*** Opening of RECORDS SUPPLIED ***
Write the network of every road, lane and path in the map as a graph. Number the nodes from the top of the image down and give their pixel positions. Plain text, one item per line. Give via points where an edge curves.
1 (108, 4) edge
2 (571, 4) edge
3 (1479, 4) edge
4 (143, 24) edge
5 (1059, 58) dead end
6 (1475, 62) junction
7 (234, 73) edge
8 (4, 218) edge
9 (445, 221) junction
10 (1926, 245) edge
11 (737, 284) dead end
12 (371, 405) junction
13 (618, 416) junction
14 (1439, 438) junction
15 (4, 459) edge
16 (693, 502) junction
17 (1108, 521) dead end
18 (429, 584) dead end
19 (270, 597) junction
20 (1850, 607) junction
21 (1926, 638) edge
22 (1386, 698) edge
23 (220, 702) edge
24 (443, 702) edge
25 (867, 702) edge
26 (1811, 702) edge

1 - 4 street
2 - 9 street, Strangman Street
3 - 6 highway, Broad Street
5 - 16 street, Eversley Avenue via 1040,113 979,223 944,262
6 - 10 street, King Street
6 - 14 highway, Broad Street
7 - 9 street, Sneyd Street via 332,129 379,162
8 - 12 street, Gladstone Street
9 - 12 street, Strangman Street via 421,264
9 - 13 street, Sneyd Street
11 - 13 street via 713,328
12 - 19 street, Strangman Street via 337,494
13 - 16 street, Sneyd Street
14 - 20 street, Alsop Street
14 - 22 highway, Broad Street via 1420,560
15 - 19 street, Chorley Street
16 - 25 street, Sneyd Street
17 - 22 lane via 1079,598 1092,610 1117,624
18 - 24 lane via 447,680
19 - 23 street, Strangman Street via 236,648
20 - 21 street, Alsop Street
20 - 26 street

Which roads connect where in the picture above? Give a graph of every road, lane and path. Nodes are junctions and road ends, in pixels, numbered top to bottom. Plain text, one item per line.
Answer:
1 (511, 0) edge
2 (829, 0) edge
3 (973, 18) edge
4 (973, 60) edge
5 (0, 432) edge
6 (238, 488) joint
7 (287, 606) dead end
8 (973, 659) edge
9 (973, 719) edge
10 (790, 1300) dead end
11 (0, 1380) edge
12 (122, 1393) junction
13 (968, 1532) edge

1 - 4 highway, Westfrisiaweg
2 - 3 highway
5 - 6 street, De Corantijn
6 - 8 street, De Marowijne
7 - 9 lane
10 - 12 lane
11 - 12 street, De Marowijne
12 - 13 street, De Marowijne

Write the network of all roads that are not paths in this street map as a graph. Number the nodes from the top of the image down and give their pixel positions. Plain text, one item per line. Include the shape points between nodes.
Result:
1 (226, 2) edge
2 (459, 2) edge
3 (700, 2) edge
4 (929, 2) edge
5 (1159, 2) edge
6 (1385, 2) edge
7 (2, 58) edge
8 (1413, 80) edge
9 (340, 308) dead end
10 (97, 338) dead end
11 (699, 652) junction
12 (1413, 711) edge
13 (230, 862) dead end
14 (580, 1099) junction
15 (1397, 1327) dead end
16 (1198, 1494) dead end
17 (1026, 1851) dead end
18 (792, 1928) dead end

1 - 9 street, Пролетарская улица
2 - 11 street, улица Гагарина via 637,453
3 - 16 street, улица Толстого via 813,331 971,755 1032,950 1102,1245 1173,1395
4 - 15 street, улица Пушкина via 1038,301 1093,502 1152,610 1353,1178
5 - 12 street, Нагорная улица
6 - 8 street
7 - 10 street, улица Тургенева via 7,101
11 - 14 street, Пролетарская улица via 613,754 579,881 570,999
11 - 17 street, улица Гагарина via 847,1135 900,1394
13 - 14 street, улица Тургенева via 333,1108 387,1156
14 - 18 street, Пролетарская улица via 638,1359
*** Close of RECORDS SUPPLIED ***
WHAT YOU SHOULD DO
Exactly the lines from the start of the entries through the one bearing "Which roads connect" are to be output, with both ends included.

PROBLEM SOLUTION
Write the network of every road, lane and path in the map as a graph. Number the nodes from the top of the image down and give their pixel positions. Plain text, one item per line. Give via points where an edge curves.
1 (108, 4) edge
2 (571, 4) edge
3 (1479, 4) edge
4 (143, 24) edge
5 (1059, 58) dead end
6 (1475, 62) junction
7 (234, 73) edge
8 (4, 218) edge
9 (445, 221) junction
10 (1926, 245) edge
11 (737, 284) dead end
12 (371, 405) junction
13 (618, 416) junction
14 (1439, 438) junction
15 (4, 459) edge
16 (693, 502) junction
17 (1108, 521) dead end
18 (429, 584) dead end
19 (270, 597) junction
20 (1850, 607) junction
21 (1926, 638) edge
22 (1386, 698) edge
23 (220, 702) edge
24 (443, 702) edge
25 (867, 702) edge
26 (1811, 702) edge

1 - 4 street
2 - 9 street, Strangman Street
3 - 6 highway, Broad Street
5 - 16 street, Eversley Avenue via 1040,113 979,223 944,262
6 - 10 street, King Street
6 - 14 highway, Broad Street
7 - 9 street, Sneyd Street via 332,129 379,162
8 - 12 street, Gladstone Street
9 - 12 street, Strangman Street via 421,264
9 - 13 street, Sneyd Street
11 - 13 street via 713,328
12 - 19 street, Strangman Street via 337,494
13 - 16 street, Sneyd Street
14 - 20 street, Alsop Street
14 - 22 highway, Broad Street via 1420,560
15 - 19 street, Chorley Street
16 - 25 street, Sneyd Street
17 - 22 lane via 1079,598 1092,610 1117,624
18 - 24 lane via 447,680
19 - 23 street, Strangman Street via 236,648
20 - 21 street, Alsop Street
20 - 26 street

Which roads connect where in the picture above? Give a graph of every road, lane and path. Nodes are junctions and road ends, in pixels, numbered top to bottom. Plain text, one item per line.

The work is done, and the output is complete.